For anyone who has seen Vanga’s films, these sentiments are not surprising. Which begs the question: Why give him a platform to insult the critics he doesn’t like and champion toxic masculinity? You may argue that Vanga hangs himself with his words, but the uncomfortable truth is that he’s been given – in addition to his blockbuster film – yet another opportunity and platform to put forward his opinion. He isn’t taken to task when he attempts to body shame a (male) critic or makes ridiculous statements like claiming mainstream entertainment doesn’t influence audiences.

Critics (whom Vanga dismisses as “parasites”) could point out that there was briefly a period in the early 2000s when popular Hindi cinema woke up to the 21st century and flirted with the idea of vulnerable men and complex women as leads. Popular Telugu cinema is yet to see such a phase. While Hollywood films have been winning over multiplex audiences, the Hindi film industry’s reaction has been to woo a different demographic and Telugu cinema has helped to that end.

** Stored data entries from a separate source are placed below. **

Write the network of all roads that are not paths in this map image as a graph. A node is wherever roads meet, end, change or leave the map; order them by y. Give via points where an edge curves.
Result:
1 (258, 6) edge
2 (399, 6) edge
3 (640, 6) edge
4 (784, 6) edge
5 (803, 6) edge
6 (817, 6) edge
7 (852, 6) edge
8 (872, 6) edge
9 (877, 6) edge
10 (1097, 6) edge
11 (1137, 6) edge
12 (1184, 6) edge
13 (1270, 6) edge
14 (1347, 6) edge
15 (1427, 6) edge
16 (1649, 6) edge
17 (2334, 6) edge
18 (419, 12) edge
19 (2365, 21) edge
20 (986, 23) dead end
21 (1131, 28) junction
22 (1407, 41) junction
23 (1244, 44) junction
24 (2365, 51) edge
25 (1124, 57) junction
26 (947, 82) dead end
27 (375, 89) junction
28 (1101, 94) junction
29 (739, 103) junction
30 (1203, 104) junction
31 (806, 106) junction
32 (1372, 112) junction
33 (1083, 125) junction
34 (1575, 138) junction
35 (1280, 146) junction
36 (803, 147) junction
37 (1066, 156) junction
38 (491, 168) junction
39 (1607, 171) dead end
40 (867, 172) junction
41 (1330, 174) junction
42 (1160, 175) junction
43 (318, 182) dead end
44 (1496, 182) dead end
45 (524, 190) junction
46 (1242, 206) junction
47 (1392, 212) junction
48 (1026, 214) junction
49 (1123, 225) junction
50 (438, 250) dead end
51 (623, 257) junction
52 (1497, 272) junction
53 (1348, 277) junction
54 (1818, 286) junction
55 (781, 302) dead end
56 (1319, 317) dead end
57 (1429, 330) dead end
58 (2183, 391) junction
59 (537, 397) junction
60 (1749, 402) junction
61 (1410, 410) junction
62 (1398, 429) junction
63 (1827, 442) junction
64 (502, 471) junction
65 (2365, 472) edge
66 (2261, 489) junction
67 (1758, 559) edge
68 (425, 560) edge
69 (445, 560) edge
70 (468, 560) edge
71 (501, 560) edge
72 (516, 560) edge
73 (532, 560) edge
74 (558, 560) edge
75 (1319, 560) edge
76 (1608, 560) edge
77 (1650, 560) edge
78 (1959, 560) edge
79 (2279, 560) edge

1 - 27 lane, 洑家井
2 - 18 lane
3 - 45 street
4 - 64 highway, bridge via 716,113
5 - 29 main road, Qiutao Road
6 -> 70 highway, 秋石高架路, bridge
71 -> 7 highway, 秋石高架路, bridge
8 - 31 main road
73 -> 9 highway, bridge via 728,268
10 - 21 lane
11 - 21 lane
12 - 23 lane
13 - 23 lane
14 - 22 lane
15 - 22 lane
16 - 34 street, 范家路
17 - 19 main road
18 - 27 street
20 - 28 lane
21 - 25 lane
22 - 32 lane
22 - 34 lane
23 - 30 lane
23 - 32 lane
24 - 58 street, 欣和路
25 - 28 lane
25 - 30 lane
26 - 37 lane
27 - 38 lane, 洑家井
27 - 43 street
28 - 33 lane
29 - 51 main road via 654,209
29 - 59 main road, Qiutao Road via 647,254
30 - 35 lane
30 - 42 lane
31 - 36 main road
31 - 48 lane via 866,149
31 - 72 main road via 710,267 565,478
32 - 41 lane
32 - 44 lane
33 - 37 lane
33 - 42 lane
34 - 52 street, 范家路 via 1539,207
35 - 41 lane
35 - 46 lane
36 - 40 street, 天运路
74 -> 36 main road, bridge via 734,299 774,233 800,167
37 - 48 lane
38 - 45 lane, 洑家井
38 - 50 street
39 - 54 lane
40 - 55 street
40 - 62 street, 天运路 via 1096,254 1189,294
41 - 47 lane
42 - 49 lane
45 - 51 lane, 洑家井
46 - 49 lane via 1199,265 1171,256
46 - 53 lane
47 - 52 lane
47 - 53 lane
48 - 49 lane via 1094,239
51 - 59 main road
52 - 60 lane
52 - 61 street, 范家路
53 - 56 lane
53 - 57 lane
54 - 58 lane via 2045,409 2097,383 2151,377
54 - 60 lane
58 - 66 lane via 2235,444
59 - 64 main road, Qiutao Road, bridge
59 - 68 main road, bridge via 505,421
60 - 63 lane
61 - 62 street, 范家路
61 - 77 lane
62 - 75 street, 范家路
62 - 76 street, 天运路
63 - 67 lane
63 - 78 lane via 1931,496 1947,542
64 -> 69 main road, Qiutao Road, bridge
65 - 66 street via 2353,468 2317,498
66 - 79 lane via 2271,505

Ever since 2011, when Ready (another remake of a Telugu film) became a blockbuster and reintroduced the over-the-top male as hero, Bollywood seems to take one step forward and then two steps back as far as gender dynamics is concerned. To argue these films don’t impact how masculinity is constructed in our societies is naive. We can only say that it’s too early to tell for sure.

On June 29, a teenaged boy threw a teenaged girl off the eighth floor of a building in Mumbai, allegedly because she had rejected him. The last words she heard were the boy saying, “Meri nahin toh kisi aur ki bhi nahi.” On July 2, two boys, 10 and 11 years old, allegedly raped a five-year-old girl in Delhi. The three were friends and used to play together. The sexual violence that is becoming a regular feature of our news is born of myriad factors. One of these is an increasingly visual culture filled with images depicting a certain kind of sexuality, violence and gender dynamic. We could argue that cases like the above are outliers, but the reports of horrifying sexual violence keep coming.

Films like Kabir Singh don’t cause these crimes, but they do inform the imagination. It might feel like a slap on the face of men who see themselves in Kabir Singh, but when such cinematic characters become ideals, there is something rotten in the state of Indian masculinity.